I think I would arrange as:

\(\displaystyle c^2(a^3-b^3)-(a^3b^2-a^2b^3)-c^3(a^2-b^2)\)

Factor terms:

\(\displaystyle c^2(a-b)(a^2+ab+b^2)-a^2b^2(a-b)-c^3(a+b)(a-b)\)

Factor out factor common to all 3 terms:

\(\displaystyle (a-b)(c^2(a^2+ab+b^2)-a^2b^2-c^3(a+b))\)

In the second factor, expand and group on like $a$ terms:

\(\displaystyle (a-b)((c^2-b^2)a^2+(bc^2-c^3)a+(b^2c^2-bc^3))\)

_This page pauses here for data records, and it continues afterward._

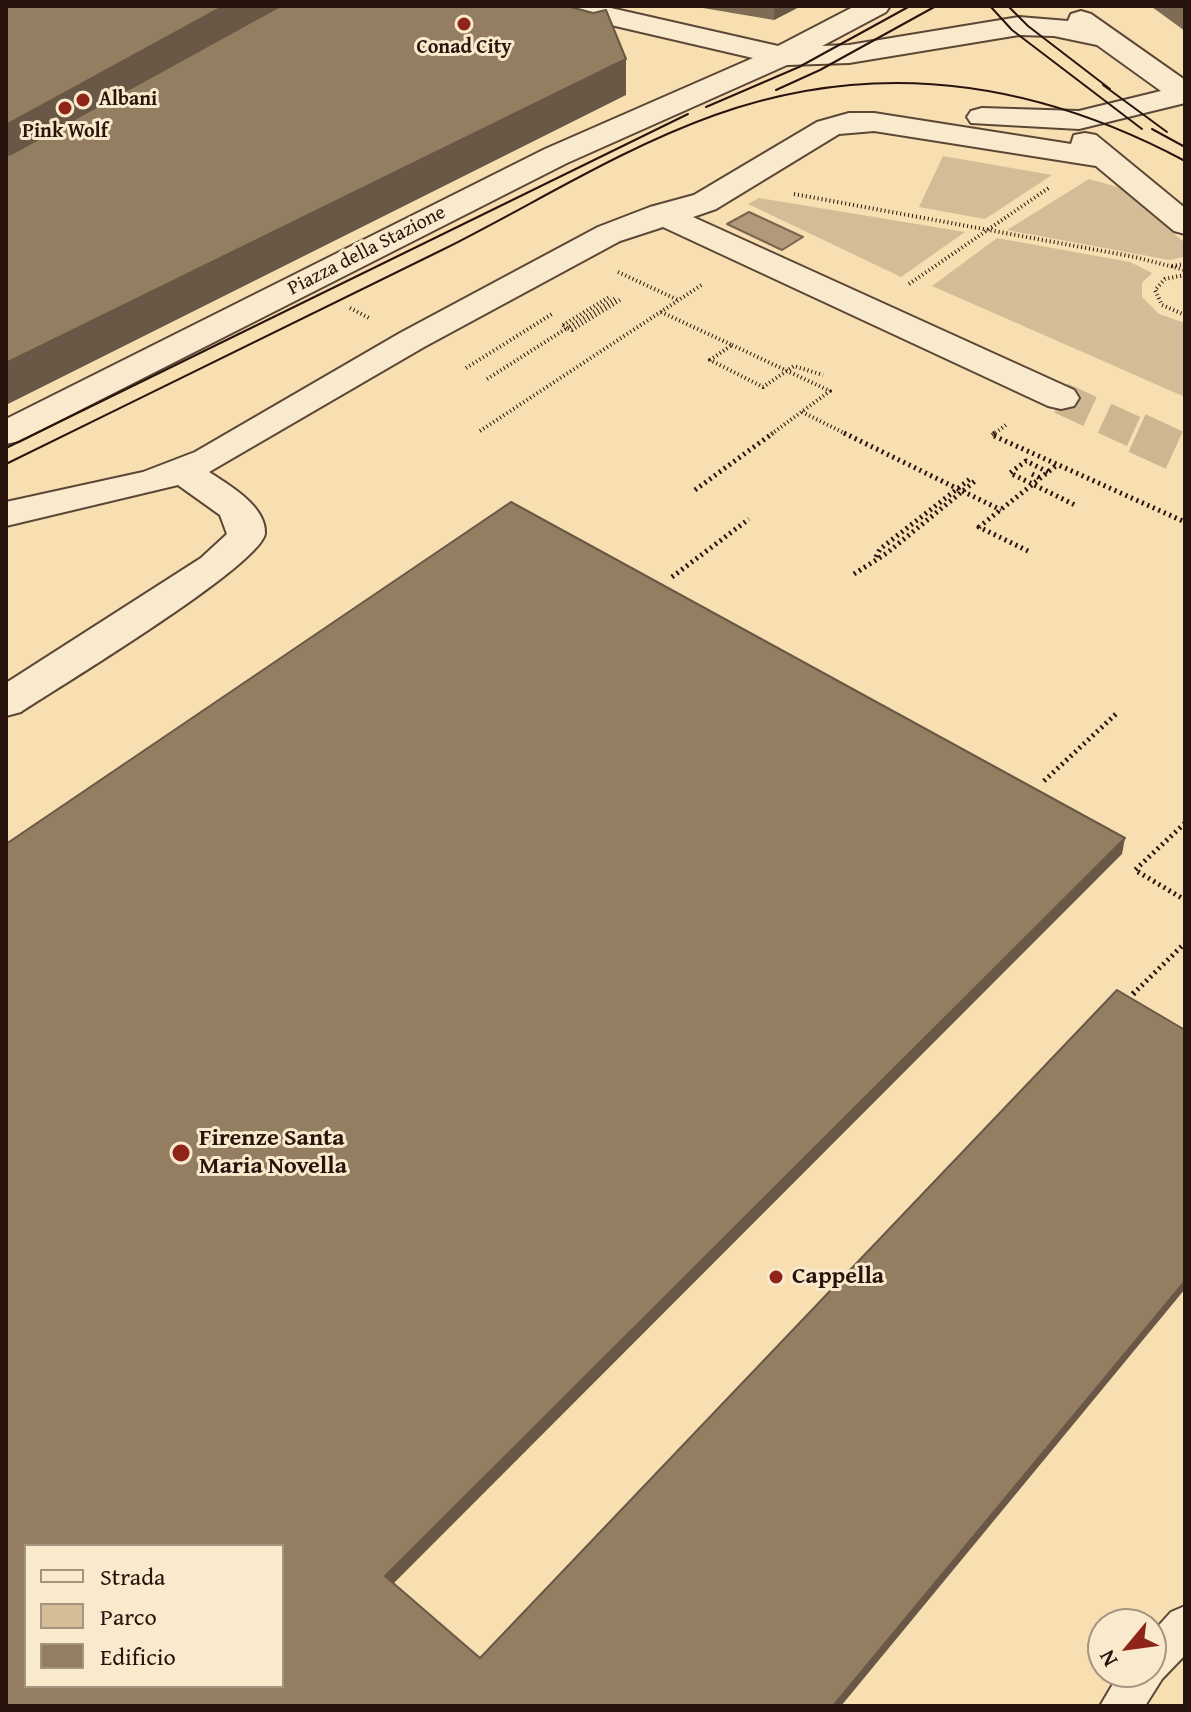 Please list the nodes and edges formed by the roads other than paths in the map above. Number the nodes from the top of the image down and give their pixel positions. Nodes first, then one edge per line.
1 (876, 6) edge
2 (1064, 6) edge
3 (555, 14) edge
4 (1106, 38) junction
5 (782, 56) junction
6 (733, 79) junction
7 (1184, 94) edge
8 (1000, 117) junction
9 (1108, 159) junction
10 (661, 214) junction
11 (1185, 224) edge
12 (1061, 398) tunnel mouth
13 (6, 433) edge
14 (182, 471) junction
15 (6, 514) edge
16 (6, 702) edge
17 (1185, 1625) edge
18 (1167, 1646) edge
19 (1133, 1688) edge
20 (1120, 1706) edge

1 - 5 street, Piazza della Stazione
2 - 4 street, Piazza della Stazione
3 - 5 street, Piazza della Stazione
3 - 6 street
4 - 5 street, Piazza della Stazione
4 - 7 street, Piazza della Stazione
5 - 6 street, Piazza della Stazione
6 - 13 street, Piazza della Stazione
7 - 8 street, Piazza della Stazione
8 - 9 street, Piazza della Stazione
8 - 10 street, Piazza della Stazione
9 - 10 street, Piazza della Stazione
9 - 11 street, Piazza della Stazione
10 - 12 street
10 - 14 street, Piazza della Stazione
14 - 15 street, Piazza della Stazione
14 - 16 street
17 - 18 lane
19 - 20 lane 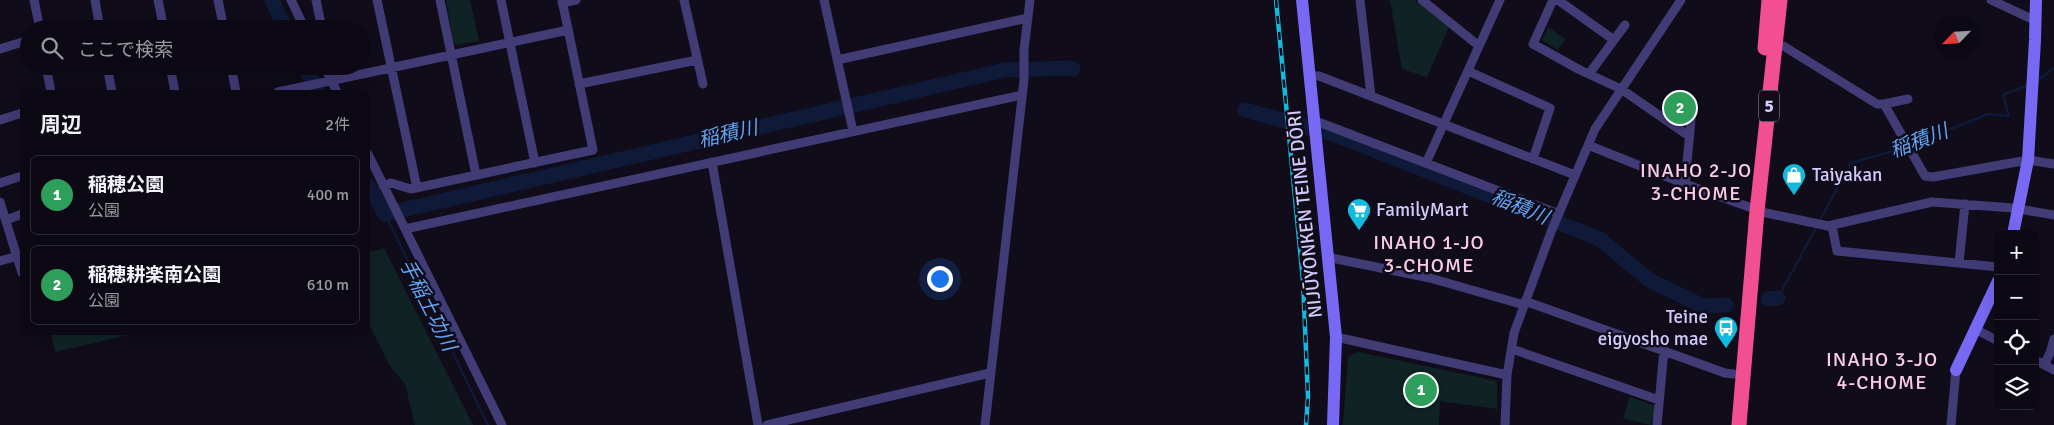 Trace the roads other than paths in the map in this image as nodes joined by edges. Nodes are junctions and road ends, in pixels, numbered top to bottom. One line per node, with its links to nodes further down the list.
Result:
1 (34, 0): 27 (street)
2 (95, 0): 28 (street)
3 (158, 0): 29 (street)
4 (218, 0): 30 (street)
5 (291, 0): 31 (street)
6 (316, 0): 32 (street)
7 (377, 0): 45 (street)
8 (440, 0): 42 (street)
9 (501, 0): 39 (street)
10 (576, 0): 25 (street)
11 (684, 0): 43 (street)
12 (825, 0): 44 (street)
13 (1030, 0): 26 (street)
14 (1302, 0): 55 (street, NIJŪYONKEN TEINE DŌRI)
15 (1360, 0): 67 (street)
16 (1422, 0): 40 (street)
17 (1500, 0): 40 (street)
18 (1553, 0): 48 (street)
19 (1558, 0): 36 (street)
20 (1681, 0): 59 (street)
21 (1769, 0): 37 (highway, 5)
22 (1780, 0): 37 (highway, 5)
23 (1991, 0): 33 (street)
24 (2036, 0): 33 (street)
25 (562, 2): 35 (street)
26 (1028, 18): 44 (street); 66 (street)
27 (38, 20)
28 (98, 20)
29 (162, 20)
30 (222, 20)
31 (301, 20)
32 (320, 20)
33 (2036, 21): 80 (street)
34 (1625, 24): 36 (street)
35 (568, 30): 39 (street); 57 (street)
36 (1614, 40): 48 (street)
37 (1770, 42): 69 (street); 94 (highway, 5)
38 (20, 43): 41 (street)
39 (510, 43): 42 (street); 81 (street)
40 (1479, 46): 46 (street)
41 (0, 49)
42 (451, 55): 45 (street); 85 (street)
43 (697, 60): 57 (street); 58 (street)
44 (837, 60): 75 (street)
45 (392, 67): 47 (street); 91 (street)
46 (1468, 71): 74 (street); 79 (street)
47 (370, 72)
48 (1589, 74): 59 (street)
49 (48, 75): 60 (street)
50 (109, 75): 61 (street)
51 (172, 75): 62 (street)
52 (233, 75): 63 (street)
53 (326, 75): 56 (street)
54 (358, 75): 56 (street)
55 (1310, 76): 67 (street); 73 (street, NIJŪYONKEN TEINE DŌRI)
56 (328, 82): 64 (street); 65 (street)
57 (579, 84): 81 (street)
58 (703, 84)
59 (1621, 89): 76 (street); 77 (street)
60 (51, 90)
61 (112, 90)
62 (175, 90)
63 (236, 90)
64 (299, 90)
65 (335, 90)
66 (1022, 95): 75 (street); 120 (street)
67 (1371, 96): 74 (street)
68 (1908, 99): 69 (street)
69 (1884, 104): 80 (street)
70 (1692, 109): 76 (street)
71 (20, 114): 72 (street)
72 (0, 120)
73 (1314, 122): 83 (street); 104 (street, NIJŪYONKEN TEINE DŌRI)
74 (1444, 124): 79 (street); 83 (street)
75 (853, 131): 82 (street)
76 (1690, 136): 89 (street)
77 (1588, 145): 86 (street); 89 (street)
78 (370, 158): 90 (street)
79 (1533, 159): 86 (street)
80 (2028, 160): 84 (street); 95 (street)
81 (535, 162): 85 (street)
82 (712, 162): 101 (street); 125 (street)
83 (1426, 163): 97 (street)
84 (2054, 164)
85 (476, 175): 91 (street)
86 (1575, 175): 97 (street)
87 (20, 177): 88 (street)
88 (0, 183)
89 (1685, 184): 94 (street)
90 (383, 186): 91 (street); 101 (street)
91 (417, 188)
92 (0, 202): 99 (street)
93 (1966, 204): 95 (street); 100 (street); 106 (street)
94 (1753, 209): 100 (street); 121 (highway, 5); 132 (highway, 5)
95 (2018, 209): 98 (street); 102 (street)
96 (20, 215): 99 (street)
97 (1558, 215): 109 (street)
98 (2054, 215)
99 (6, 220): 103 (street)
100 (1830, 226): 106 (street)
101 (405, 229): 124 (street)
102 (2014, 230)
103 (20, 255): 105 (street)
104 (1327, 257): 109 (street); 111 (street, NIJŪYONKEN TEINE DŌRI)
105 (0, 261)
106 (1959, 263): 107 (street)
107 (1994, 267)
108 (1994, 289): 110 (street)
109 (1524, 303): 114 (street); 115 (street)
110 (1975, 329): 112 (street); 118 (street)
111 (1336, 338): 122 (street); 128 (street, NIJŪYONKEN TEINE DŌRI)
112 (1994, 339)
113 (2054, 339): 117 (street)
114 (1512, 349): 122 (street); 123 (street)
115 (1664, 350): 121 (street); 123 (street)
116 (2039, 362): 117 (street)
117 (2044, 365): 119 (street)
118 (1956, 370): 133 (street)
119 (2054, 370)
120 (990, 373): 126 (street); 127 (street)
121 (1734, 374): 131 (highway, 5)
122 (1507, 375): 129 (street)
123 (1659, 400): 130 (street)
124 (502, 425)
125 (758, 425)
126 (767, 425)
127 (985, 425)
128 (1333, 425)
129 (1505, 425)
130 (1657, 425)
131 (1730, 425)
132 (1739, 425)
133 (1950, 425) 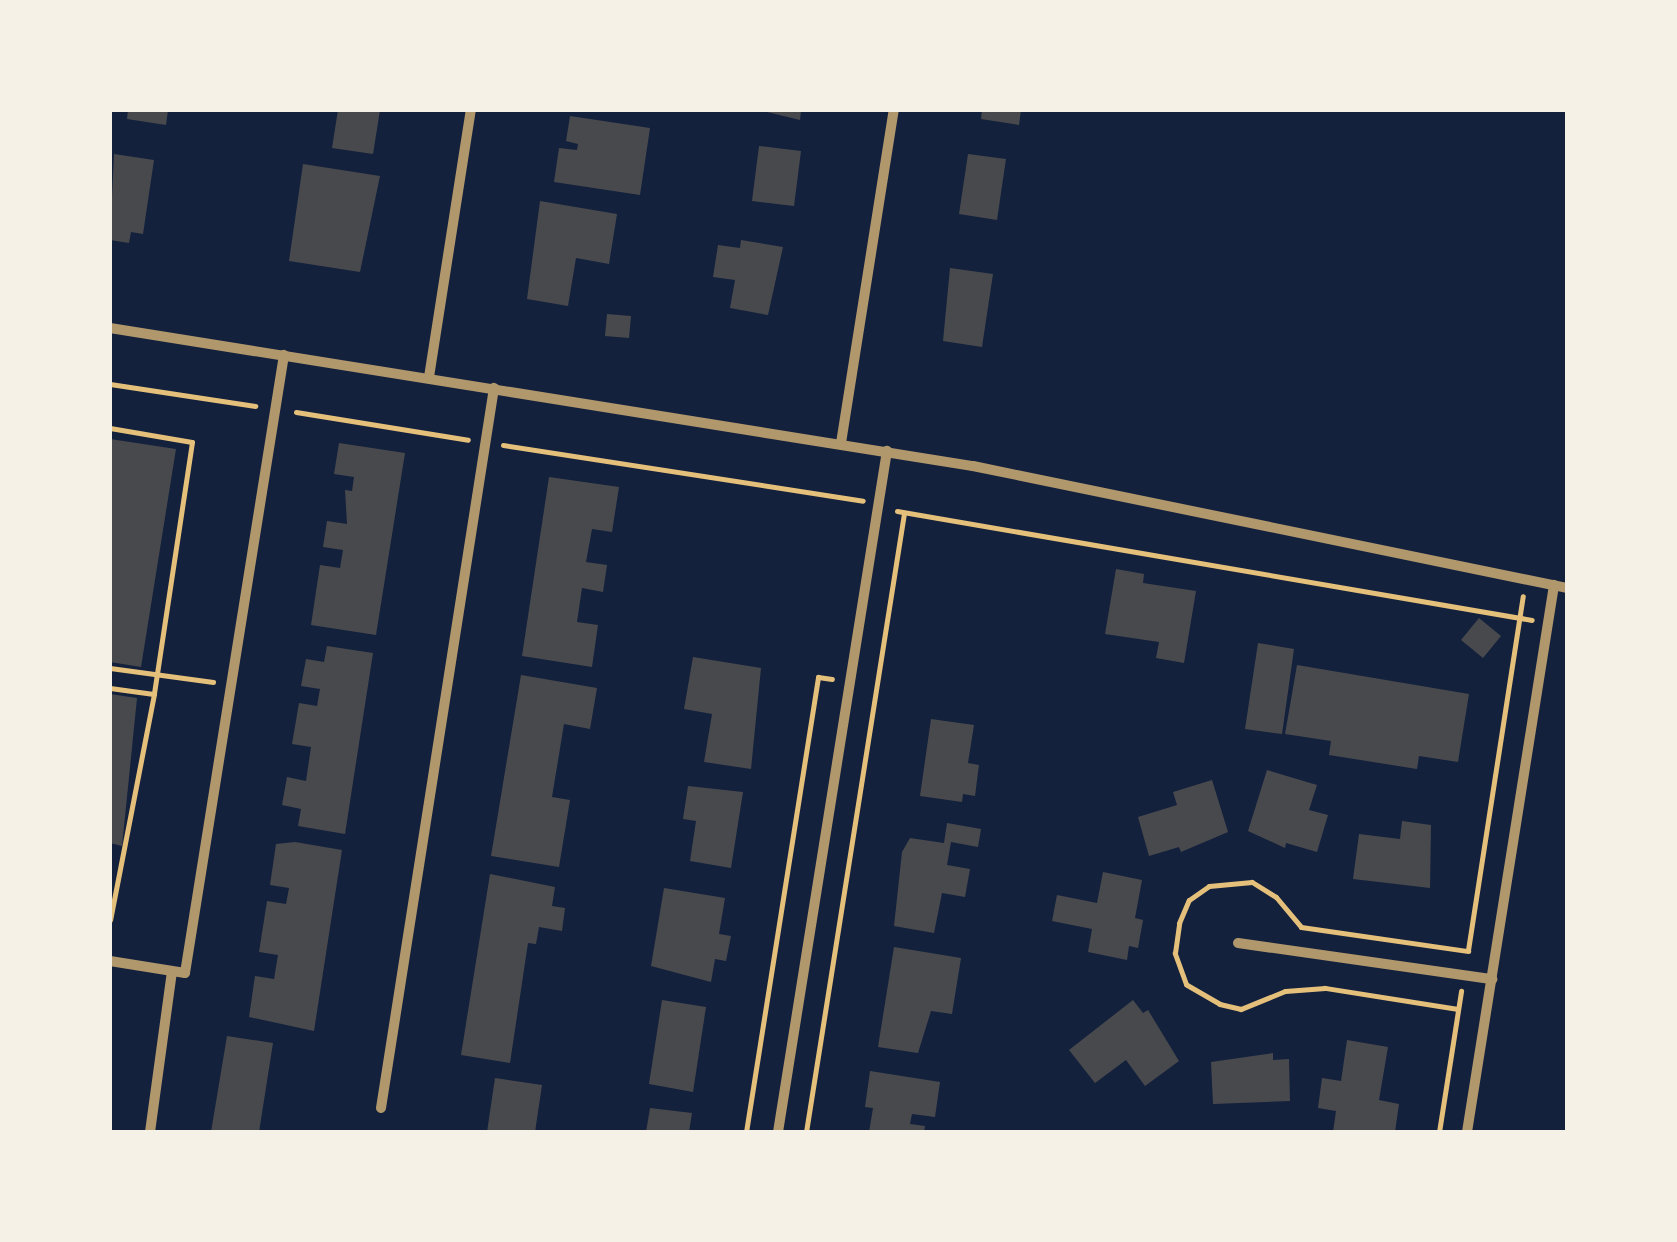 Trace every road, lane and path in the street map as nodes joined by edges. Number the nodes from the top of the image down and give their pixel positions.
1 (471, 110) edge
2 (894, 110) edge
3 (110, 328) edge
4 (284, 355) junction
5 (429, 377) junction
6 (110, 384) edge
7 (494, 388) junction
8 (275, 409) junction
9 (110, 428) edge
10 (486, 443) junction
11 (841, 443) junction
12 (887, 451) junction
13 (878, 508) junction
14 (904, 512) junction
15 (1526, 578) junction
16 (1554, 585) junction
17 (1567, 588) edge
18 (1519, 618) junction
19 (1548, 624) junction
20 (110, 668) edge
21 (156, 674) junction
22 (850, 682) junction
23 (231, 684) junction
24 (110, 688) edge
25 (154, 694) junction
26 (110, 920) edge
27 (1238, 943) dead end
28 (110, 961) edge
29 (172, 971) junction
30 (1464, 975) junction
31 (1492, 979) junction
32 (381, 1108) dead end
33 (150, 1132) edge
34 (746, 1132) edge
35 (778, 1132) edge
36 (806, 1132) edge
37 (1439, 1132) edge
38 (1467, 1132) edge

1 - 5 street
2 - 11 street
3 - 4 street
4 - 5 street
4 - 8 street
5 - 7 street
6 - 8 path
7 - 10 street
7 - 11 street
8 - 10 path
8 - 23 street
9 - 21 path
10 - 13 path
10 - 32 street
11 - 12 street
12 - 13 street
12 - 15 street
13 - 14 path
13 - 22 street
14 - 18 path
14 - 36 path
15 - 16 street
15 - 18 path
16 - 17 street
16 - 19 street
18 - 19 path
18 - 30 path
19 - 31 street
20 - 21 path
21 - 23 path
21 - 25 path
22 - 34 path
22 - 35 street
23 - 29 street
24 - 25 path
25 - 26 path
27 - 30 street
28 - 29 street
29 - 33 street
30 - 31 street
30 - 37 path
31 - 38 street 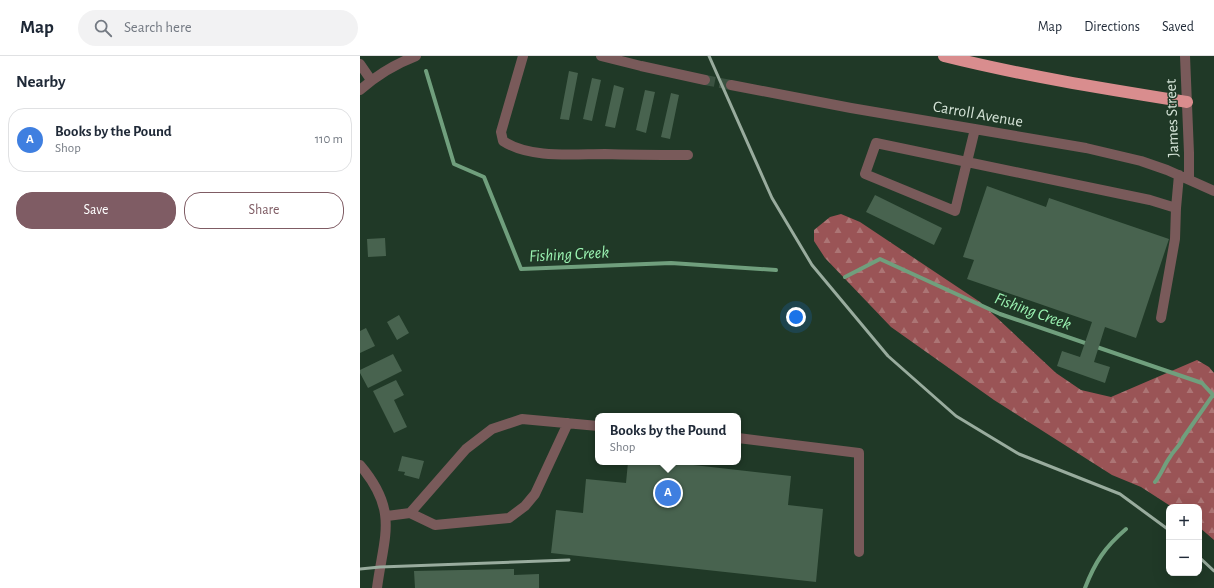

\(\displaystyle (a-b)(-(c+b)(b-c)a^2+ac^2(b-c)+bc^2(b-c))\)

\(\displaystyle (a-b)(b-c)(-(c+b)a^2+ac^2+bc^2)\)

\(\displaystyle (a-b)(b-c)((c-a)ac+(a+c)(c-a)b)\)

\(\displaystyle (a-b)(b-c)(c-a)(ac+(a+c)b)\)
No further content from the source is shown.